Shubman Gill delivers a masterclass! 🫡
His fighting fifty paved the way for #TeamIndia‘s triumphant 3️⃣-1️⃣ series victory. 🌟#INDvsENG #IDFCFirstBankTestSeries #BazBowled #JioCinemaSports pic.twitter.com/cyZumJyjsE
— JioCinema (@JioCinema) February 26, 2024
He is not invulnerable against seamers either — the sturdiness of his technique would be tested in chilly Dharamsala and could be a precursor to the series Down Under later this year — but he would stride out with the belief that he can conquer any glitch or adversity if he sets his mind on it. Such a mindset often makes a good player a great one.
In that vein, this has been a series wherein Gill’s problem-solving traits surfaced. He wouldn’t miss even an optional practice session, on the eve of the game, when most regulars stay at the hotel and conserve themselves for the rigours of the next five days. But Gill is constantly working on some crack in his technique or the other. Much of the attention is shed on his often leaden front foot. For someone of his height, he doesn’t have a pronounced stride. The front foot doesn’t flow into the drive. Naturally, he struggles to transfer his weight onto the shots when driving on the front foot. It’s an unusual quandary for an Indian batsman, who often tends to struggle when switching the weight onto the back foot.
To smoothen the weight-transfer, he could be seen adopting a variety of methods. One of them he tried in the nets, under the watchful eye of coach Rahul Dravid, was shortening the length of his first stride and then adding a second one. A short forward press and then depending on the length, a longer second step. He would practice this till his teammates were almost inside the bus. He would then inspect the exact spot of the front foot when he played the shot. He would then advise the throw-downer to pull the length back a bit, and see if he could get his front foot further forward.
Work in progress
In Rajkot too, Gill was spotted working on his forward stride. If not this, he could be seen chewing the ears of batting coach Vikram Rathour. Or doing sprint drills on his homeground, the PCA Stadium in Mohali, when he is on a break.
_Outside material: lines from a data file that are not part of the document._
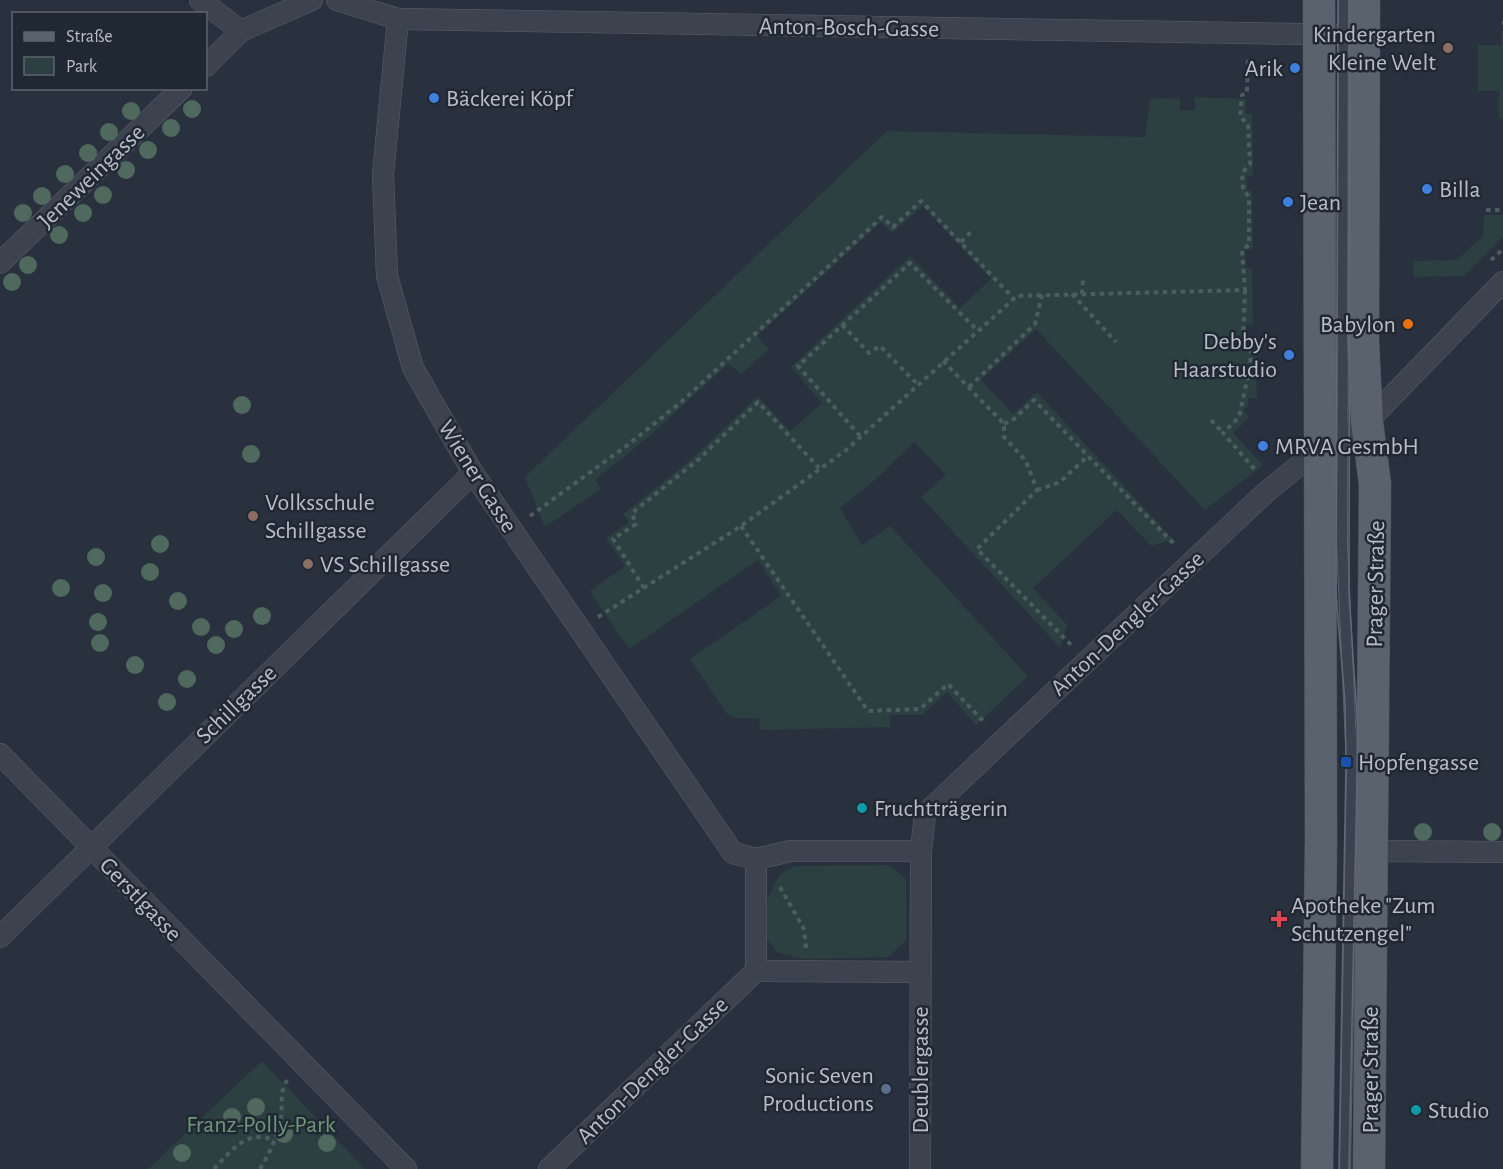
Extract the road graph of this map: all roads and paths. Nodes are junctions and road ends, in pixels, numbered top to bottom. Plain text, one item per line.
1 (200, 0) edge
2 (312, 0) edge
3 (337, 0) edge
4 (1319, 0) edge
5 (1344, 0) edge
6 (1364, 0) edge
7 (398, 19) junction
8 (241, 31) junction
9 (1248, 34) junction
10 (1342, 35) junction
11 (207, 65) edge
12 (180, 90) edge
13 (1486, 210) dead end
14 (1503, 210) edge
15 (971, 232) dead end
16 (961, 242) junction
17 (0, 263) edge
18 (1083, 280) dead end
19 (1503, 282) edge
20 (1245, 290) junction
21 (1072, 294) junction
22 (1082, 294) junction
23 (1042, 295) junction
24 (1014, 298) junction
25 (843, 325) junction
26 (978, 330) junction
27 (1116, 342) dead end
28 (943, 361) junction
29 (917, 384) junction
30 (969, 387) junction
31 (1211, 420) dead end
32 (1004, 423) junction
33 (1223, 433) junction
34 (860, 436) junction
35 (1343, 436) junction
36 (1088, 456) junction
37 (819, 468) junction
38 (473, 473) junction
39 (1272, 488) junction
40 (1037, 490) junction
41 (741, 526) junction
42 (512, 529) junction
43 (1191, 562) junction
44 (644, 588) junction
45 (580, 629) junction
46 (1086, 661) junction
47 (1002, 741) junction
48 (0, 754) edge
49 (1347, 846) junction
50 (90, 847) junction
51 (921, 850) junction
52 (1503, 852) edge
53 (756, 859) junction
54 (0, 937) edge
55 (756, 971) junction
56 (805, 972) junction
57 (920, 972) junction
58 (301, 1062) junction
59 (274, 1140) junction
60 (214, 1169) edge
61 (260, 1169) edge
62 (406, 1169) edge
63 (549, 1169) edge
64 (920, 1169) edge
65 (1317, 1169) edge
66 (1345, 1169) edge
67 (1369, 1169) edge

1 - 8 street
2 - 8 street
3 - 7 street, Anton-Bosch-Gasse
4 - 10 main road, Prager Straße
5 - 10 lane
6 - 10 main road, Prager Straße
7 - 9 street, Anton-Bosch-Gasse
7 - 38 street, Wiener Gasse
8 - 11 street
9 - 10 street, Anton-Bosch-Gasse
9 - 20 path
10 - 35 main road, Prager Straße
10 - 35 main road, Prager Straße
12 - 17 street, Jeneweingasse
13 - 14 path
15 - 16 path
16 - 24 path
16 - 42 path
18 - 22 path
19 - 35 street
20 - 22 path
20 - 33 path
21 - 22 path
21 - 23 path
21 - 27 path
23 - 24 path
23 - 30 path
24 - 26 path
25 - 26 path
25 - 29 path
25 - 34 path
26 - 28 path
28 - 29 path
28 - 30 path
29 - 34 path
30 - 32 path
31 - 33 path
32 - 36 path
32 - 40 path
33 - 39 path
34 - 37 path
35 - 39 street, Anton-Dengler-Gasse
35 - 49 main road, Prager Straße
35 - 49 main road, Prager Straße
36 - 40 path
36 - 43 path
37 - 41 path
37 - 44 path
38 - 42 street, Wiener Gasse
38 - 50 street, Schillgasse
39 - 43 street, Anton-Dengler-Gasse
40 - 46 path
41 - 44 path
41 - 47 path
42 - 45 street, Wiener Gasse
43 - 46 street, Anton-Dengler-Gasse
44 - 45 path
45 - 53 street, Wiener Gasse
46 - 47 street, Anton-Dengler-Gasse
47 - 51 street, Anton-Dengler-Gasse
48 - 50 street, Gerstlgasse
49 - 52 street
49 - 65 main road, Prager Straße
49 - 66 lane
49 - 67 main road, Prager Straße
50 - 54 street, Schillgasse
50 - 58 street, Gerstlgasse
51 - 53 street
51 - 57 street, Deublergasse
53 - 55 street
53 - 56 path
55 - 56 street
55 - 63 street, Anton-Dengler-Gasse
56 - 57 street
57 - 64 street, Deublergasse
58 - 59 path
58 - 62 street, Gerstlgasse
59 - 60 path
59 - 61 path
His muscles have not yet internalised those movements. So he has not tried them in Tests. But this series, his footwork against spinners has been more fluid and precise. From a minimised trigger movement, he has been stepping out of the crease more frequently to work the ball through the on-side if it’s the off-spinner Shoaib Bashir, and bunt them on the off-side with the turn against left-arm spinner Tom Hartley.
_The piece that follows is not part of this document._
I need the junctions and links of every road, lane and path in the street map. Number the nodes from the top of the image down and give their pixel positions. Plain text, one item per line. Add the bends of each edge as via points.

The Gill, on the evidence of this series, was not the all-conquering batting virtuoso he could be, but a mortal batsman ploughing his path to greatness, conscious of his strengths and weaknesses and aware of how to overcome the deficiencies.
Maturity belies his words too. “I don’t read the newspapers, I don’t really go on social media to try and look for what people are saying there. If you are not doing well, I don’t expect someone to tell me I’m not doing well. I know myself if I’m not doing well. More than anything else, it was my own personal disappointment,” he would say after his hundred in Visakhapatnam.
Gill would know all too well that there would always be some challenge or the other in his eye-line. So far this series, he has negotiated the spinning ball. In gloomy Dharamsala, the hooping ball could interrogate him. Whether or not his technique is ready for it, his mind certainly would be. If he tames the moving ball, the next big question would be if he could douse the bounce Down Under. He has already produced a coming-of-age knock in Brisbane, at a watershed moment in Indian cricket. But can he do it again? So and so forth, like a passenger train, one question will follow another. It’s the burden of being touted a great in the nascence of a career, an inheritor of a rich batting legacy. Gill would know this, and in this series he has demonstrated he has the inner steel to ride his flaws, soak the inhuman pressure and ploughing the path to greatness.